Last Update 16 Nov 25
Fair value Decreased 3.74%CDE: Sustained Exploration Spending Will Drive Near-Term Resource Expansion
Analysts have trimmed Coeur Mining's fair value estimate to approximately $20.86 from $21.67 per share. Recent research notes acknowledge the company’s strong rally and execution, but highlight a more cautious outlook as shares are now seen as fully valued.
Analyst Commentary
Recent street research provides a mixed outlook on Coeur Mining, reflecting both strengths in execution and growth, as well as emerging valuation concerns following a substantial share price rally.
Bullish Takeaways
- Bullish analysts recognize Coeur Mining's diversified portfolio, including four mines with lower jurisdictional risk and significant production of silver and gold.
- The company's aggressive exploration budget is viewed as a positive driver for extending reserve life and supporting long-term growth.
- Target multiples have been increased in response to improved financial performance, particularly following strong quarterly results.
- Ongoing growth initiatives keep the company's outlook attractive. Some analysts are maintaining an Outperform rating despite a slight reduction in price targets.
Bearish Takeaways
- Bearish analysts are cautious after the stock's more than 200% rally year-to-date. They consider shares to be fully and fairly valued at current levels.
- Several price targets have been lowered or only modestly increased. This reflects a more conservative valuation approach even as operational performance impresses.
- Recent downgrades from a Buy stance to Hold or Market Perform signal a shift in sentiment, as upside potential is seen to be limited moving forward.
- The focus on valuation rather than further momentum suggests that future gains may depend more on continued operational delivery than market re-rating.
What's in the News
- Cœur Mining completed the repurchase of 668,200 shares for $7.33 million under its ongoing buyback program. The most recent tranche covered July through September 2025. (Company announcement)
- The company reported strong third quarter 2025 unaudited production results, with gold output rising to 111,364 ounces and silver production increasing to 4.8 million ounces compared to the previous year. (Company announcement)
- Updated full year 2025 corporate guidance increased the expected midpoint for gold production by 1% to 415,250 ounces. The midpoint for silver production was reduced by 2% to 18.1 million ounces. (Company guidance)
- Exploration updates highlighted significant intercepts and resource growth at the Las Chispas and Kensington mines.
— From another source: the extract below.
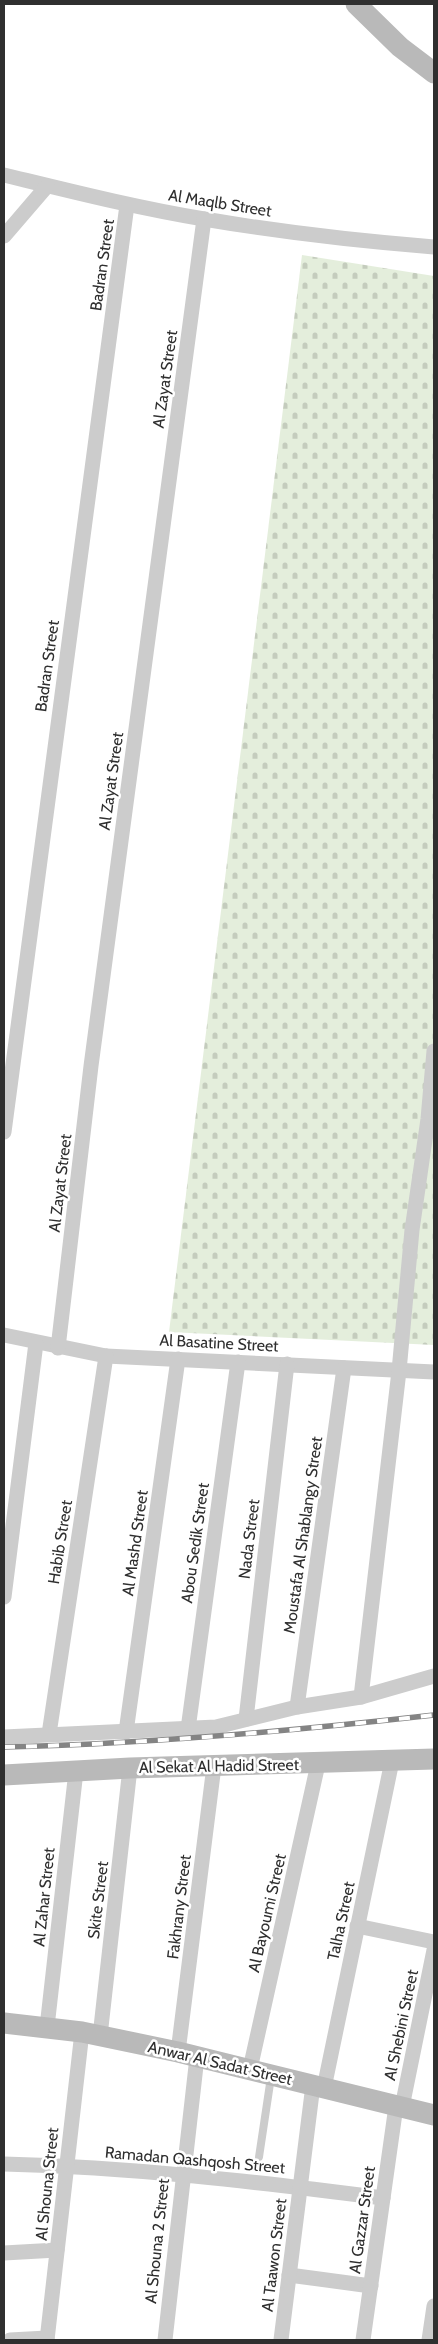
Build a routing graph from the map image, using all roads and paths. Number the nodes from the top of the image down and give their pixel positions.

These included high-grade discoveries and expanded drilling programs targeting further expansion. (Company update)
Valuation Changes
- The Fair Value Estimate has decreased slightly, moving from $21.67 to $20.86 per share.
- The Discount Rate has risen modestly, increasing from 7.59% to 8.06%.
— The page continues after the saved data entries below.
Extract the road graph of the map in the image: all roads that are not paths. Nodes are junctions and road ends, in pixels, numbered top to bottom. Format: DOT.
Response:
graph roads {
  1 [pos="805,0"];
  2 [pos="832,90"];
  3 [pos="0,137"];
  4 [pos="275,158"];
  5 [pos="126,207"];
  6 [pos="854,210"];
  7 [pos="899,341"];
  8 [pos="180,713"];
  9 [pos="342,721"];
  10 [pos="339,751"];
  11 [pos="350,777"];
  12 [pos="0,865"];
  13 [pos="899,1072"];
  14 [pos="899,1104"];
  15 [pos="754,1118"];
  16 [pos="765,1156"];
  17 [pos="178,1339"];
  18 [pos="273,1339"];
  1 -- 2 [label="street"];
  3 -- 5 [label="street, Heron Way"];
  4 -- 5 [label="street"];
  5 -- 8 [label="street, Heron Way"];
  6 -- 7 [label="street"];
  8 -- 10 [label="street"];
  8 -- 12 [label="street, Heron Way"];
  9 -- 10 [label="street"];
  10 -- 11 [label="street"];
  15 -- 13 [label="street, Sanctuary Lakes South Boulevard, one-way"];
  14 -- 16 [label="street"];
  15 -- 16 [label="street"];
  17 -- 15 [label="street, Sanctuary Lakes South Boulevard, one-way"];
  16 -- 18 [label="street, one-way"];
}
- Revenue Growth assumptions have increased, with projections rising from 14.44% to 15.86%.
- The Net Profit Margin forecast has declined, dropping from 38.22% to 36.70%.
- The estimate for the future Price-to-Earnings (P/E) Ratio has edged lower, moving from 21.77x to 21.31x.
Key Takeaways
- Rising industrial and investor demand for silver and gold, along with operational improvements, position the company for strong revenue growth and margin expansion.
- Exploration and asset integration efforts are set to extend mine life and underpin stable long-term production.
- Greater regulatory, operational, and financial risks may constrain growth, pressure margins, and jeopardize long-term profitability and cash flow stability.
Catalysts
About Coeur Mining- Operates as a gold and silver producer in the United States, Canada, and Mexico.
- The company is set to benefit from anticipated sustained demand growth for silver, underpinning future topline revenue expansion, as global electrification and clean energy adoption drive higher usage of silver in solar panels, batteries, and EVs.
- Persistent inflationary pressures and ongoing geopolitical uncertainty continue to bolster investor demand for gold and silver as safe-haven assets, which could lead to higher realized prices and expanded net margins for Coeur.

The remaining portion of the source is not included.